6) Devait-il être fouillé au corps? Non.
7) Devait-on lui interdire de joindre sa femme ou son avocat? Non.
8) Devait-il répondre personnellement à la juge sans assistance de l'avocat du journal? Non.
9) Devait-on employer de telles méthodes en matière de diffamation? Non.
10) Cette façon de faire est-elle digne d'un grand pays démocratique? Non.
Et des questions se posent : La magistrate a-t'elle agit seule ou a procédure a t'elle été validée par sa hiérarchie? Si oui, par qui? Quelles ont été ses motivations? Une non réponse a une convocation justifie t'elle cette procédure? Quelle est la marge de manoeuvre des policiers? Sur quel ton s'adressent-ils à un honnête homme? Quel commentaires sont-ils habilités à faire? Doivent-ils menotter un homme qui n'est ni dangereux ni violent? Sont-ils forcés d'appliquer des méthodes humiliantes? Jusqu'à quel niveau la hiérarchie policière était-elle au courant? S'il le faut, une commission parlementaire devra tirer les choses au clair.

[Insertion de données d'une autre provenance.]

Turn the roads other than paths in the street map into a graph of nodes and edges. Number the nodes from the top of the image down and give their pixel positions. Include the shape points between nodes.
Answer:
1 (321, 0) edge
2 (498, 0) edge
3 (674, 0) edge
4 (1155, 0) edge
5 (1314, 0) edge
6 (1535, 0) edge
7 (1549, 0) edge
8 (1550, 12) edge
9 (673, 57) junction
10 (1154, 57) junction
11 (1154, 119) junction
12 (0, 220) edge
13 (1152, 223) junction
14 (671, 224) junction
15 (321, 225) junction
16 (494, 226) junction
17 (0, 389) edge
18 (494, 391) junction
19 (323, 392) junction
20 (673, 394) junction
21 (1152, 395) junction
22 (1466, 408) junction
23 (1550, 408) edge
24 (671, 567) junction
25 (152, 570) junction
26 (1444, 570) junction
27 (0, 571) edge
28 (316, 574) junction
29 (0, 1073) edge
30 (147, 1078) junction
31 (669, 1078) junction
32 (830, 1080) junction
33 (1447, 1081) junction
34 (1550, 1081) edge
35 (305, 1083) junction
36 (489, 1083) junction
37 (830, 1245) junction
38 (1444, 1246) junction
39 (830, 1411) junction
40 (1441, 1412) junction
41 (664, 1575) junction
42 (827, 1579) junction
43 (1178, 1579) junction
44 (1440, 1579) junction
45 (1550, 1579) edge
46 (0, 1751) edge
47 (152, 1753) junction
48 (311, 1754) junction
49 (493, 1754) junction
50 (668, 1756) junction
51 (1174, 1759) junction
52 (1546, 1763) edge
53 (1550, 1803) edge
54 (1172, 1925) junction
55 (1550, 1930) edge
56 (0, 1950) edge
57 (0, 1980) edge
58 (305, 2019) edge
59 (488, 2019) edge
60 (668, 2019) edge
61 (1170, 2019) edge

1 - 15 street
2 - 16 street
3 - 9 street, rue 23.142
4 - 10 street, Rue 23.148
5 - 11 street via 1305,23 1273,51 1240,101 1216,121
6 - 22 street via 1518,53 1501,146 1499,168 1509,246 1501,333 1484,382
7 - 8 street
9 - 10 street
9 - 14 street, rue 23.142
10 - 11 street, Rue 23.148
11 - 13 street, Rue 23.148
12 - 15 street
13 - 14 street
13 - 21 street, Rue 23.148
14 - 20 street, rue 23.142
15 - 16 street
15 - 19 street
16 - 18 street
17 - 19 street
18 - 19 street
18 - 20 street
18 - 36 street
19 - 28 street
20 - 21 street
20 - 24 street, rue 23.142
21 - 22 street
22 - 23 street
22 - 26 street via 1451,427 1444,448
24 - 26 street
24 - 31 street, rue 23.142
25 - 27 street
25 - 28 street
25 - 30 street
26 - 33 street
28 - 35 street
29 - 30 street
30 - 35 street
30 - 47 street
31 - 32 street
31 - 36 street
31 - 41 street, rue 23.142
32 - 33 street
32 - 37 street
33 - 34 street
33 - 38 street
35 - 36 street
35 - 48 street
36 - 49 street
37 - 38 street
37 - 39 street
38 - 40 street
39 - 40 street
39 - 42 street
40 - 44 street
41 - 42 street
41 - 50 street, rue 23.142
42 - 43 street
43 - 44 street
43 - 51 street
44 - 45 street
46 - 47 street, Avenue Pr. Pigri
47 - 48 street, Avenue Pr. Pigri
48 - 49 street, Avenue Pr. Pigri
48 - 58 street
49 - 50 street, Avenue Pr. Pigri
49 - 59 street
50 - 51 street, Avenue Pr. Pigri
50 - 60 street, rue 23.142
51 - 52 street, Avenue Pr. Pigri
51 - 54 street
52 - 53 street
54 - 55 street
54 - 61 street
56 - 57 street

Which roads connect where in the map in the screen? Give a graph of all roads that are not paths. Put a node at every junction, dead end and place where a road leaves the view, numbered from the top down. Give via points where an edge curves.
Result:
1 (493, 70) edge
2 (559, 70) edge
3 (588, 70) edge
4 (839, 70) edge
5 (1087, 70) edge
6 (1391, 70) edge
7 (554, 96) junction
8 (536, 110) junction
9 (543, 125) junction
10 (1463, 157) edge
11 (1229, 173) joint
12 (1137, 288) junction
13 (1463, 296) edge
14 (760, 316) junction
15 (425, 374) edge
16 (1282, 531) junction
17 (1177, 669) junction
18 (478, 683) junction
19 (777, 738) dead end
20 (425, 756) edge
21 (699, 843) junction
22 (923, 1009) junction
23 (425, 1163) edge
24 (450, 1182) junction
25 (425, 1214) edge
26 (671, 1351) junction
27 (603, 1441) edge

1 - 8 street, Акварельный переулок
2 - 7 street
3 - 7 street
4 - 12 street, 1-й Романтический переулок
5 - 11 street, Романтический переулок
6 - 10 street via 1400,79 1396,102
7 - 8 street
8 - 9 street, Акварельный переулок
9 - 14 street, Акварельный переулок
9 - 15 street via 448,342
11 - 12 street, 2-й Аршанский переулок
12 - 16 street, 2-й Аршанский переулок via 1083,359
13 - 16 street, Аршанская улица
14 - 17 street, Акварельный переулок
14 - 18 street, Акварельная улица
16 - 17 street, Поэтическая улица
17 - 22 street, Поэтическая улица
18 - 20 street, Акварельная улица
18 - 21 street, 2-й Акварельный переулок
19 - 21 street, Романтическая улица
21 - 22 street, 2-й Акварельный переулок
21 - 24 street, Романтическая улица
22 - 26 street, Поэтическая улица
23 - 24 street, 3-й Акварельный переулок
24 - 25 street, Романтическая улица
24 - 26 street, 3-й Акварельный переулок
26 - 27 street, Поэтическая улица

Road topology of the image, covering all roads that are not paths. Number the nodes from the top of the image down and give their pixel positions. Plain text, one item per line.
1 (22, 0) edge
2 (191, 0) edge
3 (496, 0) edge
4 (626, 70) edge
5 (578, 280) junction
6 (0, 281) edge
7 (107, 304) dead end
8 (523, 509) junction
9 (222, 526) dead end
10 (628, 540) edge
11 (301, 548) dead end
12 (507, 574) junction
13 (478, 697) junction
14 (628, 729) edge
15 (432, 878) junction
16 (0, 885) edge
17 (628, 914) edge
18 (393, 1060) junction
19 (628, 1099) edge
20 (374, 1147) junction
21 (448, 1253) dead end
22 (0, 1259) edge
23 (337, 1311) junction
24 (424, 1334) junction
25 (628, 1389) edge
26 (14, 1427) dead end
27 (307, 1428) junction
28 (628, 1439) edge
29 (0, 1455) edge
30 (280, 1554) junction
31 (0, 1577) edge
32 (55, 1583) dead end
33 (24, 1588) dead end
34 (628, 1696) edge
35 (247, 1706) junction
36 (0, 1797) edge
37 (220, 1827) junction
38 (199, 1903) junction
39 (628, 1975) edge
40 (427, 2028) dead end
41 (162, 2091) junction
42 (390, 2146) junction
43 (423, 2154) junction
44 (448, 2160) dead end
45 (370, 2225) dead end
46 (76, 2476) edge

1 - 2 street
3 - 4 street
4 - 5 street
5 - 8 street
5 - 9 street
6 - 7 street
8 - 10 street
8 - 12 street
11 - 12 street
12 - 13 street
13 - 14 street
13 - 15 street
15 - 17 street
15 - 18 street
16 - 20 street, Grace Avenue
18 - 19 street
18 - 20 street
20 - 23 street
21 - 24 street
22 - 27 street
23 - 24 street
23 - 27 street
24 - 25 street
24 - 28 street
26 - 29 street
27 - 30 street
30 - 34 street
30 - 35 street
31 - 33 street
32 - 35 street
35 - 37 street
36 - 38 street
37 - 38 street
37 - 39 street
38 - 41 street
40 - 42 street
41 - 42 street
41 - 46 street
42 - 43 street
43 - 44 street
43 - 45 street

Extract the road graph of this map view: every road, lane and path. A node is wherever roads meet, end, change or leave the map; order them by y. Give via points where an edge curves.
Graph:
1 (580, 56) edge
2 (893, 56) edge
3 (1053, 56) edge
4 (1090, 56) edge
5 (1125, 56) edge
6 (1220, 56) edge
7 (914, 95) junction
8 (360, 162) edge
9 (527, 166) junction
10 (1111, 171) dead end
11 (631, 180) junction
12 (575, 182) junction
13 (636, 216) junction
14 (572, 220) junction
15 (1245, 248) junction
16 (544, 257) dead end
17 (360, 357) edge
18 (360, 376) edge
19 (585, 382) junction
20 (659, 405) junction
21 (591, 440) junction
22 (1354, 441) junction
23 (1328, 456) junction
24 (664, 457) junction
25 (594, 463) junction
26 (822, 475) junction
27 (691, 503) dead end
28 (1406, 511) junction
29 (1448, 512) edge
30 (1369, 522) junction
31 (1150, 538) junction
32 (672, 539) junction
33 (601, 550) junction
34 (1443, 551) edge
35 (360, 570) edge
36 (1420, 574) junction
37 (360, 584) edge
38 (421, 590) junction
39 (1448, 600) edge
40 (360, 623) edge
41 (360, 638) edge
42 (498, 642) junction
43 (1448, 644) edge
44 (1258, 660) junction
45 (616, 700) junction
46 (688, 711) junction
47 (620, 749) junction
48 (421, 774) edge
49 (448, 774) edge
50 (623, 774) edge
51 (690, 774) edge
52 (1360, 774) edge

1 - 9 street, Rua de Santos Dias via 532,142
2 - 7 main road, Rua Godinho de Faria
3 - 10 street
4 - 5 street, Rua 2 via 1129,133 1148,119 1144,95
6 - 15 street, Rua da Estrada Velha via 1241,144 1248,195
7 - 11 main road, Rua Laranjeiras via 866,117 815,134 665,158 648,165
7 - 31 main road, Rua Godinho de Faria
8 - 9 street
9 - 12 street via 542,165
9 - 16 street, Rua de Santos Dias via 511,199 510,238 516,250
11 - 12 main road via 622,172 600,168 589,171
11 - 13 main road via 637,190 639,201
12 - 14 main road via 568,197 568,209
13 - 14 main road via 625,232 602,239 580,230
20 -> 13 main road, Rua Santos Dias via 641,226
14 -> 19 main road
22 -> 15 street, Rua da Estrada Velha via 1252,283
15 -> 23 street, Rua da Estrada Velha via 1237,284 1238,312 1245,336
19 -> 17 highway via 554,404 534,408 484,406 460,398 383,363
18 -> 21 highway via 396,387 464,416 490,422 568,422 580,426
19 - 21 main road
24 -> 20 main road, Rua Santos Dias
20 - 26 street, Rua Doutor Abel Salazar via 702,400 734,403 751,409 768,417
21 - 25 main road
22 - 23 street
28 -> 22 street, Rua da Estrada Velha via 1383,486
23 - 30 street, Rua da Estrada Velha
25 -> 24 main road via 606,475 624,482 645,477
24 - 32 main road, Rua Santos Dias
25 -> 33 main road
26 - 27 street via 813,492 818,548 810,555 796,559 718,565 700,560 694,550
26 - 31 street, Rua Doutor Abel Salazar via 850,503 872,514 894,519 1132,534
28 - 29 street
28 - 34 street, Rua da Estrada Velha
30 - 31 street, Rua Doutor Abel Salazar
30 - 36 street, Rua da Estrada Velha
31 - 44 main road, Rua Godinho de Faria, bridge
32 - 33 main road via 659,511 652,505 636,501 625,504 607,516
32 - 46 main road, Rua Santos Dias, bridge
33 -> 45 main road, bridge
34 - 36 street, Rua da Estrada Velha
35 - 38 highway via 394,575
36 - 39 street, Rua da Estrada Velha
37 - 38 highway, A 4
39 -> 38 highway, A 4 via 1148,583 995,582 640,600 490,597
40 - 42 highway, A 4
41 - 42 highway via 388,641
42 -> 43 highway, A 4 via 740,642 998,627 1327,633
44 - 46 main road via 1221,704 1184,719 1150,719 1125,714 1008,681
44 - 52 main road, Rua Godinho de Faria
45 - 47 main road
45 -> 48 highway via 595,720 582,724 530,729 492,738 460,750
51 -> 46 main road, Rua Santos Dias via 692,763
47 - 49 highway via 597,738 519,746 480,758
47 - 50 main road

Ce n'est pas du tout anecdotique. Cette malheureuse affaire doit servir d'antidote immédiat aux trop grandes dérives qui s'annonçaient. Il faut arrêter la politique du tout répressif, de l'arbitraire, des procédures humiliantes.
Que cela serve au moins d'exemple pour l'avenir. J'espère que M. de Philippis obtiendra d'importantes réparations pour la façon inadmissible dont il a été traité. Je pense que nous pouvons compter sur la combativité de maître Lévy, soutenu par l'ensemble des journalistes, des citoyens et des partis politiques pour que justice soit faite.
Face à de tels procédés il faut aller jusqu'au bout et ne rien céder, car la moindre concession le serait sur l'essentiel.